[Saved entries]

^^^^^^^^^^^^^^^^

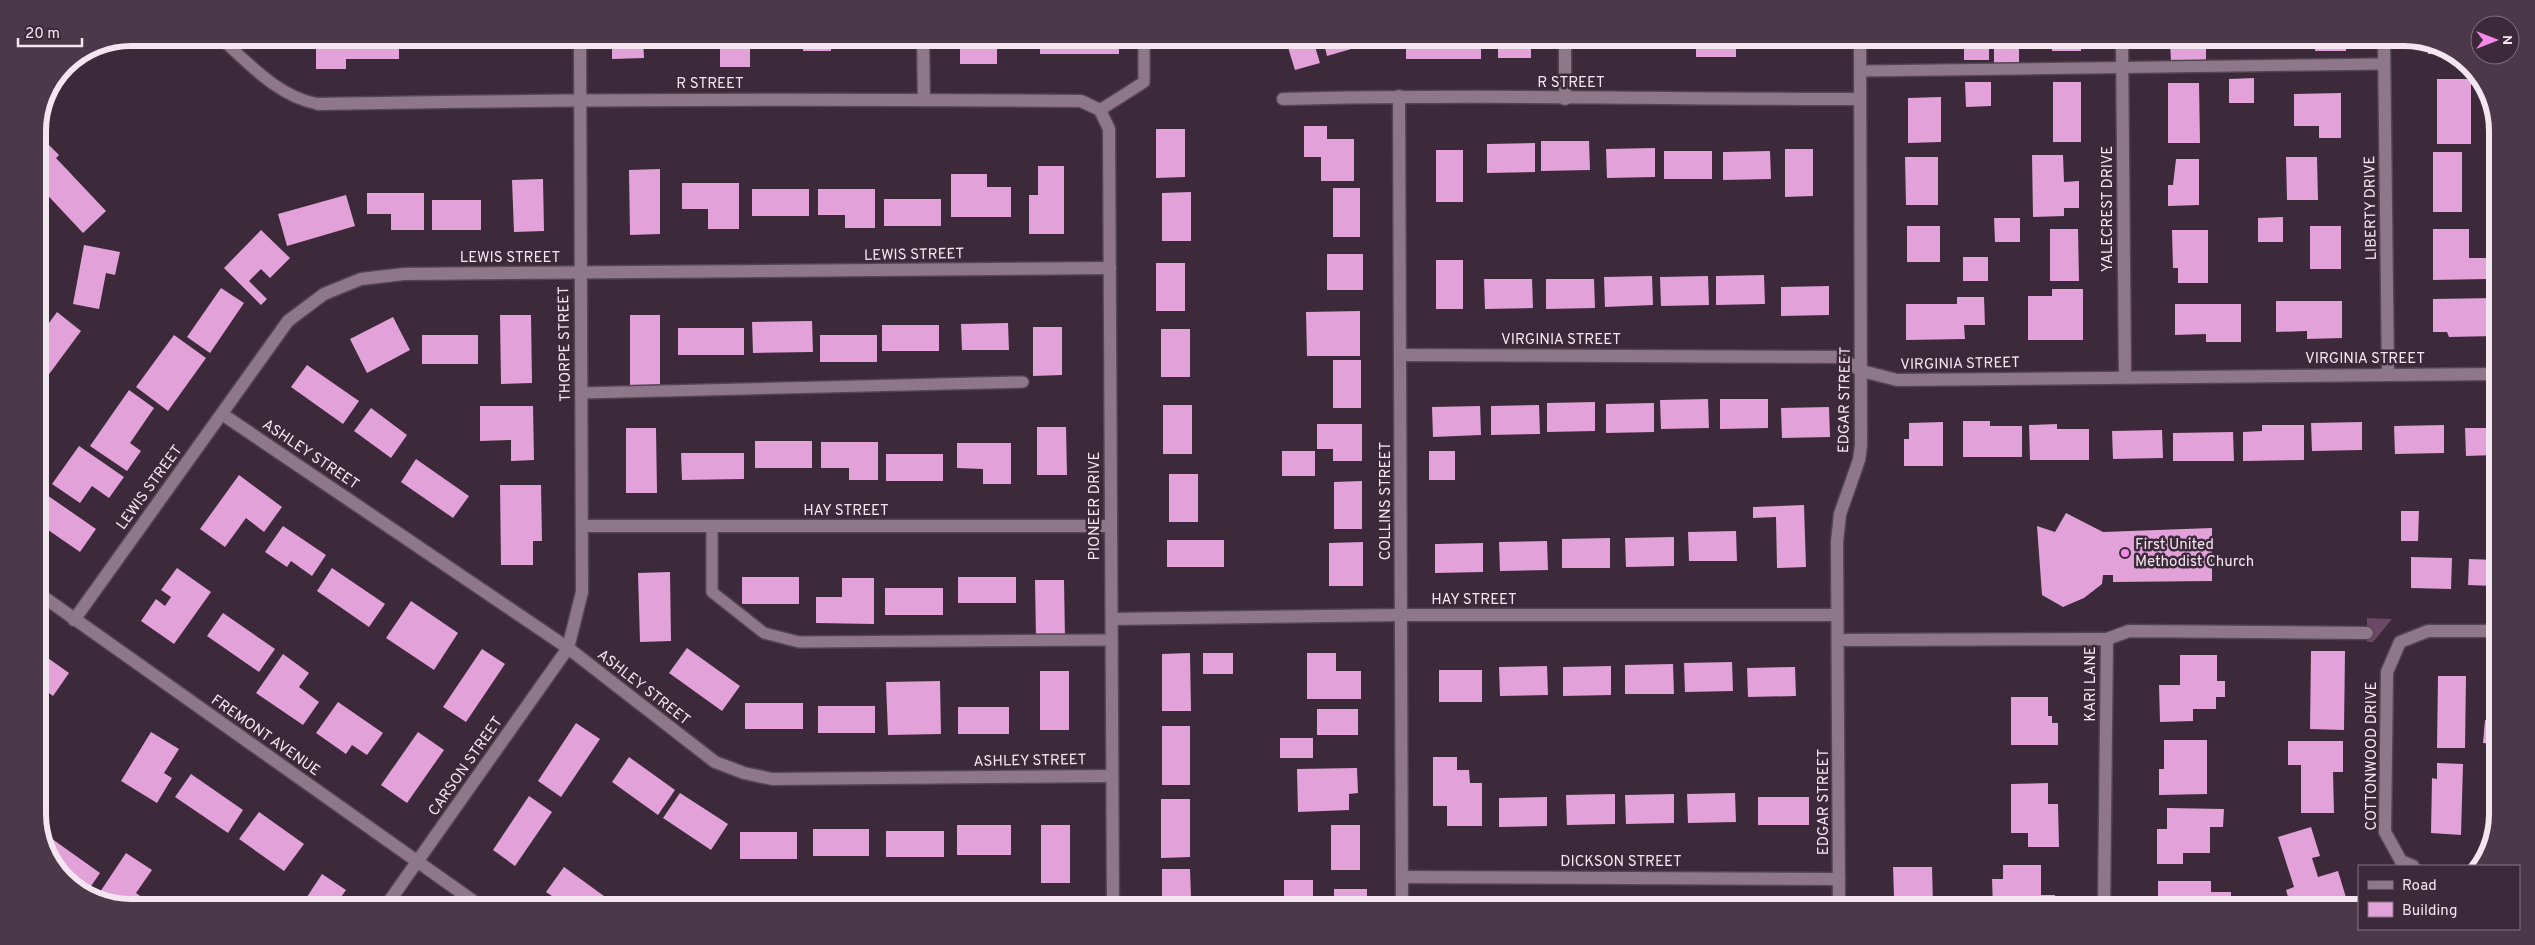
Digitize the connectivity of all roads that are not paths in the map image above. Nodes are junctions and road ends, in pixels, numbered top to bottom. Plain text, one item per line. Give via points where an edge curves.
1 (229, 46) edge
2 (580, 46) edge
3 (923, 46) edge
4 (1144, 46) edge
5 (1565, 46) edge
6 (1860, 46) edge
7 (2122, 46) edge
8 (2384, 46) edge
9 (2384, 64) junction
10 (2123, 67) junction
11 (1860, 71) junction
12 (1400, 96) junction
13 (579, 99) junction
14 (1282, 99) dead end
15 (1565, 99) junction
16 (1860, 99) junction
17 (924, 100) junction
18 (318, 104) joint
19 (1100, 110) junction
20 (1110, 268) junction
21 (580, 274) junction
22 (1401, 355) junction
23 (1862, 371) junction
24 (2388, 374) junction
25 (2489, 374) edge
26 (2125, 376) junction
27 (1023, 382) dead end
28 (581, 393) junction
29 (222, 414) junction
30 (582, 526) junction
31 (712, 526) junction
32 (1110, 526) junction
33 (46, 599) edge
34 (1401, 615) junction
35 (1837, 615) junction
36 (1112, 619) junction
37 (74, 620) junction
38 (2489, 631) edge
39 (2366, 633) dead end
40 (2107, 639) junction
41 (1112, 640) junction
42 (1838, 640) junction
43 (568, 648) junction
44 (1112, 776) junction
45 (417, 862) junction
46 (2411, 865) edge
47 (1402, 877) junction
48 (1839, 878) junction
49 (391, 899) edge
50 (470, 899) edge
51 (1113, 899) edge
52 (1402, 899) edge
53 (1839, 899) edge
54 (2104, 899) edge

1 - 18 lane via 263,77 302,101
2 - 13 street, THORPE STREET
3 - 17 street
4 - 19 lane via 1144,82
5 - 15 street
6 - 11 street, EDGAR STREET
7 - 10 street, YALECREST DRIVE
8 - 9 street, LIBERTY DRIVE
9 - 10 lane
9 - 24 street, LIBERTY DRIVE
10 - 11 lane
10 - 26 street, YALECREST DRIVE
11 - 16 street, EDGAR STREET
12 - 14 street, R STREET
12 - 15 street, R STREET
12 - 22 street, COLLINS STREET
13 - 17 street, R STREET
13 - 18 street, R STREET
13 - 21 street, THORPE STREET
15 - 16 street, R STREET
16 - 23 street, EDGAR STREET
17 - 19 street, R STREET via 1081,101
19 - 20 street, PIONEER DRIVE via 1109,129
20 - 21 street, LEWIS STREET
20 - 32 street, PIONEER DRIVE
21 - 28 street, THORPE STREET
21 - 29 street, LEWIS STREET via 404,274 361,279 324,294 288,321
22 - 23 street, VIRGINIA STREET via 1839,357
22 - 34 street, COLLINS STREET
23 - 26 street, VIRGINIA STREET via 1897,380
23 - 35 street, EDGAR STREET via 1859,460 1840,514 1837,542
24 - 25 street, VIRGINIA STREET
24 - 26 street, VIRGINIA STREET
27 - 28 lane
28 - 30 street, THORPE STREET
29 - 37 street, LEWIS STREET
29 - 43 street, ASHLEY STREET
30 - 31 street, HAY STREET
30 - 43 street, THORPE STREET via 582,592
31 - 32 street, HAY STREET
31 - 41 lane via 712,592 764,633 799,642
32 - 36 street, PIONEER DRIVE
33 - 37 street, FREMONT AVENUE
34 - 35 street, HAY STREET
34 - 36 street, HAY STREET
34 - 47 street, COLLINS STREET
35 - 42 street, EDGAR STREET
36 - 41 street, PIONEER DRIVE
37 - 45 street, FREMONT AVENUE
38 - 46 street, COTTONWOOD DRIVE via 2428,631 2407,639 2400,642 2387,672 2385,832 2401,861
39 - 40 street via 2129,631
40 - 42 street, KARI LANE
40 - 54 street, KARI LANE
41 - 44 street, PIONEER DRIVE
42 - 48 street, EDGAR STREET
43 - 44 street, ASHLEY STREET via 715,762 744,773 772,779
43 - 45 street, CARSON STREET
44 - 51 street, PIONEER DRIVE
45 - 49 street, CARSON STREET
45 - 50 street, FREMONT AVENUE
47 - 48 street, DICKSON STREET
47 - 52 street, COLLINS STREET
48 - 53 street, EDGAR STREET

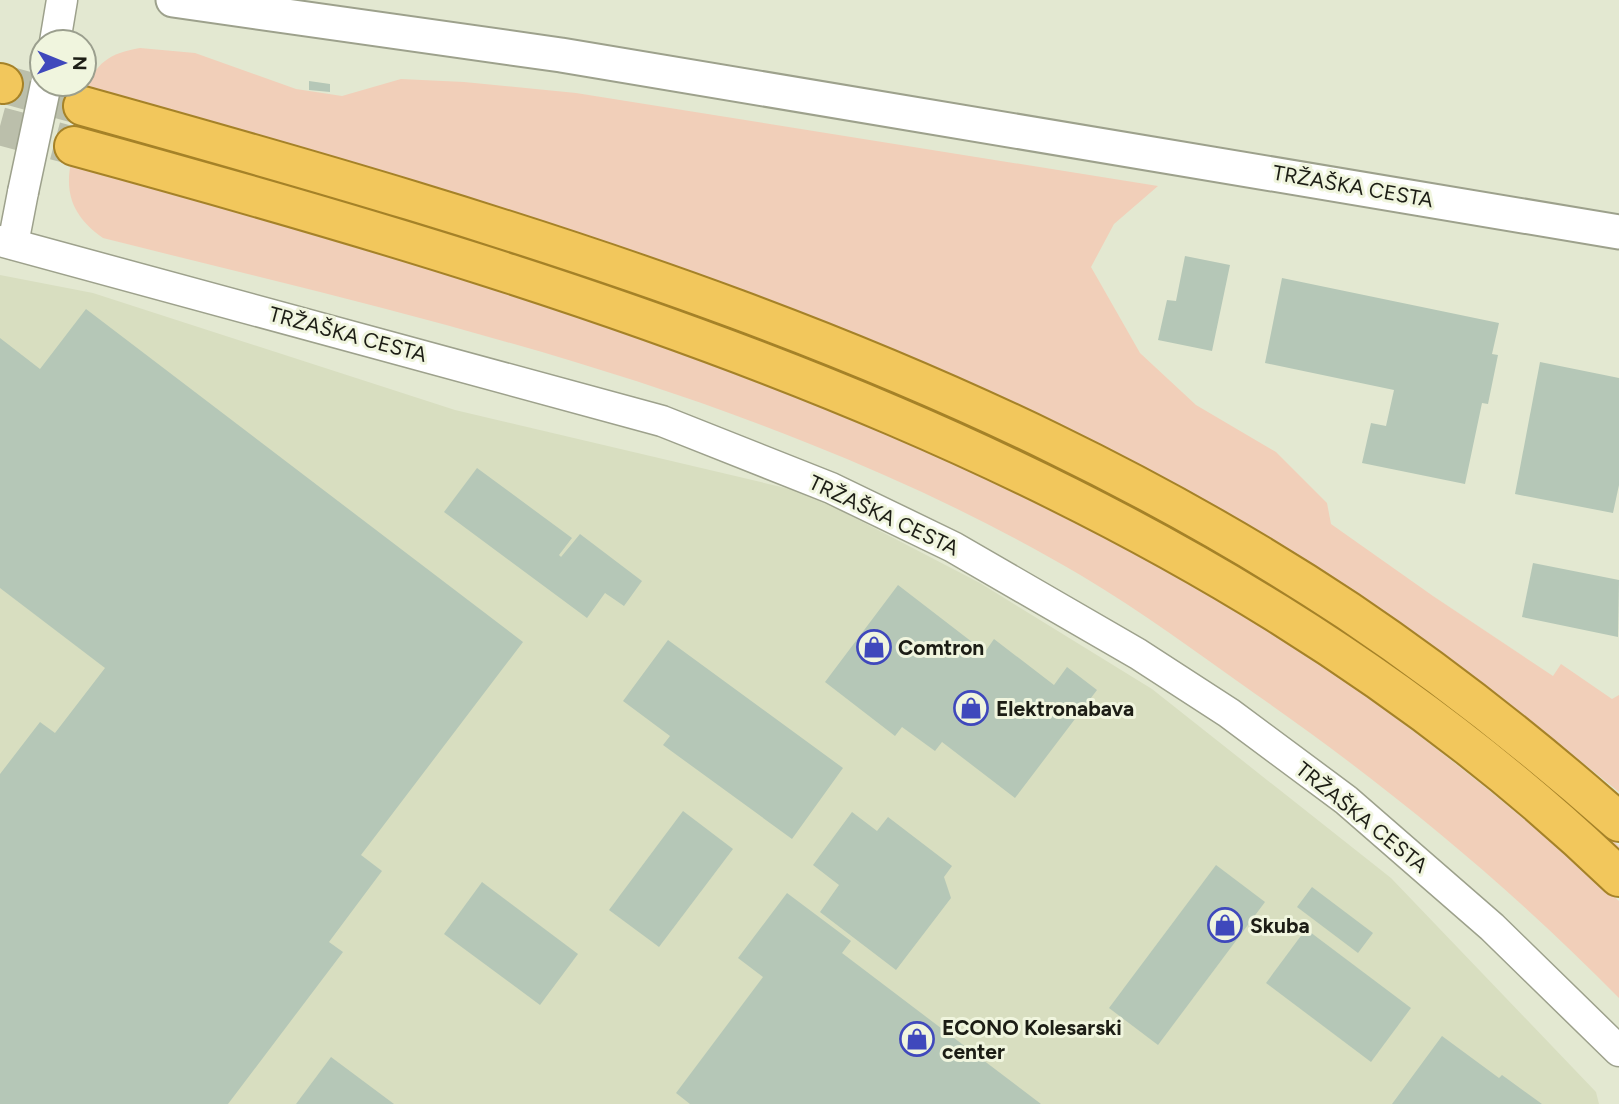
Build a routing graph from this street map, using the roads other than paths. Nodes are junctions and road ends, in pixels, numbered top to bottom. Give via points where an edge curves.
1 (61, 0) edge
2 (173, 0) edge
3 (57, 28) edge
4 (43, 98) edge
5 (83, 106) tunnel mouth
6 (74, 146) tunnel mouth
7 (1619, 232) edge
8 (6, 242) edge
9 (1619, 822) edge
10 (1619, 877) edge
11 (1619, 1051) edge

1 - 3 street
2 - 7 main road, TRŽAŠKA CESTA via 550,53
4 - 8 street, TRŽAŠKA CESTA, bridge via 23,192
5 - 9 highway via 357,184 615,265 796,331 1019,428 1164,502 1347,611 1500,722
6 - 10 highway via 342,222 642,317 864,403 1011,469 1178,556 1359,669 1490,765
8 - 11 street, TRŽAŠKA CESTA via 662,421 831,488 953,547 1161,669 1346,800 1492,927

^^^^^^^^^^^^^^^^

Your objective |
Give the records again exactly, without pictures.

Answer for this exercise |
Digitize the connectivity of all roads that are not paths in the map image above. Nodes are junctions and road ends, in pixels, numbered top to bottom. Plain text, one item per line. Give via points where an edge curves.
1 (229, 46) edge
2 (580, 46) edge
3 (923, 46) edge
4 (1144, 46) edge
5 (1565, 46) edge
6 (1860, 46) edge
7 (2122, 46) edge
8 (2384, 46) edge
9 (2384, 64) junction
10 (2123, 67) junction
11 (1860, 71) junction
12 (1400, 96) junction
13 (579, 99) junction
14 (1282, 99) dead end
15 (1565, 99) junction
16 (1860, 99) junction
17 (924, 100) junction
18 (318, 104) joint
19 (1100, 110) junction
20 (1110, 268) junction
21 (580, 274) junction
22 (1401, 355) junction
23 (1862, 371) junction
24 (2388, 374) junction
25 (2489, 374) edge
26 (2125, 376) junction
27 (1023, 382) dead end
28 (581, 393) junction
29 (222, 414) junction
30 (582, 526) junction
31 (712, 526) junction
32 (1110, 526) junction
33 (46, 599) edge
34 (1401, 615) junction
35 (1837, 615) junction
36 (1112, 619) junction
37 (74, 620) junction
38 (2489, 631) edge
39 (2366, 633) dead end
40 (2107, 639) junction
41 (1112, 640) junction
42 (1838, 640) junction
43 (568, 648) junction
44 (1112, 776) junction
45 (417, 862) junction
46 (2411, 865) edge
47 (1402, 877) junction
48 (1839, 878) junction
49 (391, 899) edge
50 (470, 899) edge
51 (1113, 899) edge
52 (1402, 899) edge
53 (1839, 899) edge
54 (2104, 899) edge

1 - 18 lane via 263,77 302,101
2 - 13 street, THORPE STREET
3 - 17 street
4 - 19 lane via 1144,82
5 - 15 street
6 - 11 street, EDGAR STREET
7 - 10 street, YALECREST DRIVE
8 - 9 street, LIBERTY DRIVE
9 - 10 lane
9 - 24 street, LIBERTY DRIVE
10 - 11 lane
10 - 26 street, YALECREST DRIVE
11 - 16 street, EDGAR STREET
12 - 14 street, R STREET
12 - 15 street, R STREET
12 - 22 street, COLLINS STREET
13 - 17 street, R STREET
13 - 18 street, R STREET
13 - 21 street, THORPE STREET
15 - 16 street, R STREET
16 - 23 street, EDGAR STREET
17 - 19 street, R STREET via 1081,101
19 - 20 street, PIONEER DRIVE via 1109,129
20 - 21 street, LEWIS STREET
20 - 32 street, PIONEER DRIVE
21 - 28 street, THORPE STREET
21 - 29 street, LEWIS STREET via 404,274 361,279 324,294 288,321
22 - 23 street, VIRGINIA STREET via 1839,357
22 - 34 street, COLLINS STREET
23 - 26 street, VIRGINIA STREET via 1897,380
23 - 35 street, EDGAR STREET via 1859,460 1840,514 1837,542
24 - 25 street, VIRGINIA STREET
24 - 26 street, VIRGINIA STREET
27 - 28 lane
28 - 30 street, THORPE STREET
29 - 37 street, LEWIS STREET
29 - 43 street, ASHLEY STREET
30 - 31 street, HAY STREET
30 - 43 street, THORPE STREET via 582,592
31 - 32 street, HAY STREET
31 - 41 lane via 712,592 764,633 799,642
32 - 36 street, PIONEER DRIVE
33 - 37 street, FREMONT AVENUE
34 - 35 street, HAY STREET
34 - 36 street, HAY STREET
34 - 47 street, COLLINS STREET
35 - 42 street, EDGAR STREET
36 - 41 street, PIONEER DRIVE
37 - 45 street, FREMONT AVENUE
38 - 46 street, COTTONWOOD DRIVE via 2428,631 2407,639 2400,642 2387,672 2385,832 2401,861
39 - 40 street via 2129,631
40 - 42 street, KARI LANE
40 - 54 street, KARI LANE
41 - 44 street, PIONEER DRIVE
42 - 48 street, EDGAR STREET
43 - 44 street, ASHLEY STREET via 715,762 744,773 772,779
43 - 45 street, CARSON STREET
44 - 51 street, PIONEER DRIVE
45 - 49 street, CARSON STREET
45 - 50 street, FREMONT AVENUE
47 - 48 street, DICKSON STREET
47 - 52 street, COLLINS STREET
48 - 53 street, EDGAR STREET

Build a routing graph from this street map, using the roads other than paths. Nodes are junctions and road ends, in pixels, numbered top to bottom. Give via points where an edge curves.
1 (61, 0) edge
2 (173, 0) edge
3 (57, 28) edge
4 (43, 98) edge
5 (83, 106) tunnel mouth
6 (74, 146) tunnel mouth
7 (1619, 232) edge
8 (6, 242) edge
9 (1619, 822) edge
10 (1619, 877) edge
11 (1619, 1051) edge

1 - 3 street
2 - 7 main road, TRŽAŠKA CESTA via 550,53
4 - 8 street, TRŽAŠKA CESTA, bridge via 23,192
5 - 9 highway via 357,184 615,265 796,331 1019,428 1164,502 1347,611 1500,722
6 - 10 highway via 342,222 642,317 864,403 1011,469 1178,556 1359,669 1490,765
8 - 11 street, TRŽAŠKA CESTA via 662,421 831,488 953,547 1161,669 1346,800 1492,927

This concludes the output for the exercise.